_Dataset entries_
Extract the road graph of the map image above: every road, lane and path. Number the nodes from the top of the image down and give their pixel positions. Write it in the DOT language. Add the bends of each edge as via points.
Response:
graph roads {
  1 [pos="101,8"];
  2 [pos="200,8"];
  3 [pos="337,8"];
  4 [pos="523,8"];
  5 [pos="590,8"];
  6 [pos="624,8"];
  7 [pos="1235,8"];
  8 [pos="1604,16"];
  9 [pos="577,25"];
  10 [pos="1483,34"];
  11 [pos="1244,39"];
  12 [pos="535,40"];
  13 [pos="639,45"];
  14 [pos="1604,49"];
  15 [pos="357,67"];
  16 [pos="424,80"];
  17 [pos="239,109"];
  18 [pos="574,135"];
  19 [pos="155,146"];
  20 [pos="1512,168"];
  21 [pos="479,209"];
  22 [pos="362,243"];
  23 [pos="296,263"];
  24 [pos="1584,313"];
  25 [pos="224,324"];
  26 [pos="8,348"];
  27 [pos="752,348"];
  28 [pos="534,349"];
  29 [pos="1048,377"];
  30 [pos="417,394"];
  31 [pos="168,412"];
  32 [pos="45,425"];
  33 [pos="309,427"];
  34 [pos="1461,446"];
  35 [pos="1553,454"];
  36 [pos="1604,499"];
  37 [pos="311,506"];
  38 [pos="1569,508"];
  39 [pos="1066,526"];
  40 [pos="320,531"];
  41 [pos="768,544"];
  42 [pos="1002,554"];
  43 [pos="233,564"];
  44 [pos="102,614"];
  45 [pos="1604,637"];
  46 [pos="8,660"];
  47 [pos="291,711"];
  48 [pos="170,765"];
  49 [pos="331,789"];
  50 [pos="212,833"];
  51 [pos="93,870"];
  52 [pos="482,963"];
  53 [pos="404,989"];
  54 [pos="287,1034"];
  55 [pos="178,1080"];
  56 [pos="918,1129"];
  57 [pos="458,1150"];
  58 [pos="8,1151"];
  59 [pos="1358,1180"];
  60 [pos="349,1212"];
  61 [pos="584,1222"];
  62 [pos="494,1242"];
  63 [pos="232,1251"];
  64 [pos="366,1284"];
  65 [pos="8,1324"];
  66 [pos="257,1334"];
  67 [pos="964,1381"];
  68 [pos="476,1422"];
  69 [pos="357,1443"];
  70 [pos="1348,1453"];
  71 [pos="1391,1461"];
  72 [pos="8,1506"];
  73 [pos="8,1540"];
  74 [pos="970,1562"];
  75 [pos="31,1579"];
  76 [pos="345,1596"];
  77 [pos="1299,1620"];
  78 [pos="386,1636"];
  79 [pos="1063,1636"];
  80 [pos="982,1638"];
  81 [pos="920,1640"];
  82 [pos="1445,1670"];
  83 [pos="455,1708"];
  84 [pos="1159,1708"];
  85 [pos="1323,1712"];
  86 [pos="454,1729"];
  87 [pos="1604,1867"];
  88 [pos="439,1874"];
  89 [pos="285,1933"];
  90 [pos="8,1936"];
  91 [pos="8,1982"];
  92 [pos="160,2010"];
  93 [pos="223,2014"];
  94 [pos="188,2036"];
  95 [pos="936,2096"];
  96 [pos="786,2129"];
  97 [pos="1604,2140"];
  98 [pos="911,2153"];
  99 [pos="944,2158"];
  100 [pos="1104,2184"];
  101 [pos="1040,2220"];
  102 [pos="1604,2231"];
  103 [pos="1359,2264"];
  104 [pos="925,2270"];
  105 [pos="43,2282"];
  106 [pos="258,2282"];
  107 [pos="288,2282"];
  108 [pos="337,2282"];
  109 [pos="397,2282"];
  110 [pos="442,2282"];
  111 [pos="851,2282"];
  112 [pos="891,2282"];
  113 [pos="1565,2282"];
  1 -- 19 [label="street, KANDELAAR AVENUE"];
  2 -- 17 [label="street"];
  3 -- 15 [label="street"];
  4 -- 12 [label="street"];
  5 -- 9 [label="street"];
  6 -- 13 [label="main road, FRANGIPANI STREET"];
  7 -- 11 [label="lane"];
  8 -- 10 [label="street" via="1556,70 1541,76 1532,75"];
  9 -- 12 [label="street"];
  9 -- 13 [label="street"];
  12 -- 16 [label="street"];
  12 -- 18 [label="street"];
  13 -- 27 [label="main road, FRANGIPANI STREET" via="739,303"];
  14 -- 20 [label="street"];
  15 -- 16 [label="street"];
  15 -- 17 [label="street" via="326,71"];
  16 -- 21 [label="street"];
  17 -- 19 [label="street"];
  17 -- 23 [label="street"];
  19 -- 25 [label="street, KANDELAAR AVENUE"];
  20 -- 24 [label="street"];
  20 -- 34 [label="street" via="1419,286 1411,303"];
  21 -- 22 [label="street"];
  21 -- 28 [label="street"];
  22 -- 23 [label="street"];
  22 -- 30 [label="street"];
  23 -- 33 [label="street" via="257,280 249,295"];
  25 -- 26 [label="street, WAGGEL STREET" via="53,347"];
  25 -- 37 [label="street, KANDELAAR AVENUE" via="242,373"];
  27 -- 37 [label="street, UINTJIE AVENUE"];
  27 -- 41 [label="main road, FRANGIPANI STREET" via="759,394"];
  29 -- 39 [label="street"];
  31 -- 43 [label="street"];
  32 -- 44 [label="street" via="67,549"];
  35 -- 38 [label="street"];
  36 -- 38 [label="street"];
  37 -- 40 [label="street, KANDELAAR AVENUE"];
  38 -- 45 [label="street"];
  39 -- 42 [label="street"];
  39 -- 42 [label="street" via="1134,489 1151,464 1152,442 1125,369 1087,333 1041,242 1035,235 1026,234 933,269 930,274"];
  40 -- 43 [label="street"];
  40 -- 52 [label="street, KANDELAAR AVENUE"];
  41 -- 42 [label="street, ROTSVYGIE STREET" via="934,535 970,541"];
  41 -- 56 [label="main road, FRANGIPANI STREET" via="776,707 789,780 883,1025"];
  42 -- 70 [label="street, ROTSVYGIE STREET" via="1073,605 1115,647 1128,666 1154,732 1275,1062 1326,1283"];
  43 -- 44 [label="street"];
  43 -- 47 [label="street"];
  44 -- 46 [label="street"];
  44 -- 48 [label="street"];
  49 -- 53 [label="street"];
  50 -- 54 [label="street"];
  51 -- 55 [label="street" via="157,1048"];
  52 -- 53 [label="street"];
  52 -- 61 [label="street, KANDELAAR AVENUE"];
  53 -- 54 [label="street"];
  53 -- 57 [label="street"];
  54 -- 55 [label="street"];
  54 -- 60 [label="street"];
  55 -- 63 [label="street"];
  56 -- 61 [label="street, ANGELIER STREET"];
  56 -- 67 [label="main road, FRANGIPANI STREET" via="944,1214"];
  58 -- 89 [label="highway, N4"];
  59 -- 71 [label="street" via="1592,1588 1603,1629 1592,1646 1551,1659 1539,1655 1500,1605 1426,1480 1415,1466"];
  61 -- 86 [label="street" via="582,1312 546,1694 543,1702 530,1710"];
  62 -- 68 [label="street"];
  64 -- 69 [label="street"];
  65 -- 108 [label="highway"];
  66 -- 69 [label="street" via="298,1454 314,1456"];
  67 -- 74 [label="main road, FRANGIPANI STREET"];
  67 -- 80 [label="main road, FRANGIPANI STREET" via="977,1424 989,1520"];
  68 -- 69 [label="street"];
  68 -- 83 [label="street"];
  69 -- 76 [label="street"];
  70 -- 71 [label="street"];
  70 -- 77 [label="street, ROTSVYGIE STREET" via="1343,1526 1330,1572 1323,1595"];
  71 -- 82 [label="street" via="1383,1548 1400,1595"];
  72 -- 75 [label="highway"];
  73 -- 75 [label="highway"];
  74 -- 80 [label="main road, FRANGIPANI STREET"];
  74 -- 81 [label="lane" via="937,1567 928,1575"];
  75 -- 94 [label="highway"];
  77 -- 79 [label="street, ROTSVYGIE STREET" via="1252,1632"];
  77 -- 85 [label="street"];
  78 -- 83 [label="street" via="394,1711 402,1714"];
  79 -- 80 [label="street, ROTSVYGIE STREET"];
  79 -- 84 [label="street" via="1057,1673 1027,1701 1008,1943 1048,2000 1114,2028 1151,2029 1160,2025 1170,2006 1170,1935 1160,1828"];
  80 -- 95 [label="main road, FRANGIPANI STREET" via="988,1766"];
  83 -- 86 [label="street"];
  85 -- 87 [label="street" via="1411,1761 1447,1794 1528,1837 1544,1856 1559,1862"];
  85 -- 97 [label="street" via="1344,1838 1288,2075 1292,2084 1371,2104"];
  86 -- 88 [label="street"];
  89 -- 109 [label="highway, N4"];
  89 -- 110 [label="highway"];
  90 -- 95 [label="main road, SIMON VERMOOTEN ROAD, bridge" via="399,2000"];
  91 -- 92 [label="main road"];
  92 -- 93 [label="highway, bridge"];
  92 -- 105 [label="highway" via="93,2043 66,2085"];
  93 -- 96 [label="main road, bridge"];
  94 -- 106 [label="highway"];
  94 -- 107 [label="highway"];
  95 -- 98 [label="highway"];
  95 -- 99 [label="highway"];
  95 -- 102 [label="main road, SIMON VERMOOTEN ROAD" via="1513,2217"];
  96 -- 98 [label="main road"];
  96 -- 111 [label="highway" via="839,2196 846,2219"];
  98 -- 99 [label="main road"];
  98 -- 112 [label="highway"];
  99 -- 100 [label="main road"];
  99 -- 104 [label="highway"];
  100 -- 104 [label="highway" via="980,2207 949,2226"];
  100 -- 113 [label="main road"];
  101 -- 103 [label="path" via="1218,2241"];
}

_Instructions to follow_
Select every line in the records above that contains the word "KANDELAAR".

_Written answer_
  1 -- 19 [label="street, KANDELAAR AVENUE"];
  19 -- 25 [label="street, KANDELAAR AVENUE"];
  25 -- 37 [label="street, KANDELAAR AVENUE" via="242,373"];
  37 -- 40 [label="street, KANDELAAR AVENUE"];
  40 -- 52 [label="street, KANDELAAR AVENUE"];
  52 -- 61 [label="street, KANDELAAR AVENUE"];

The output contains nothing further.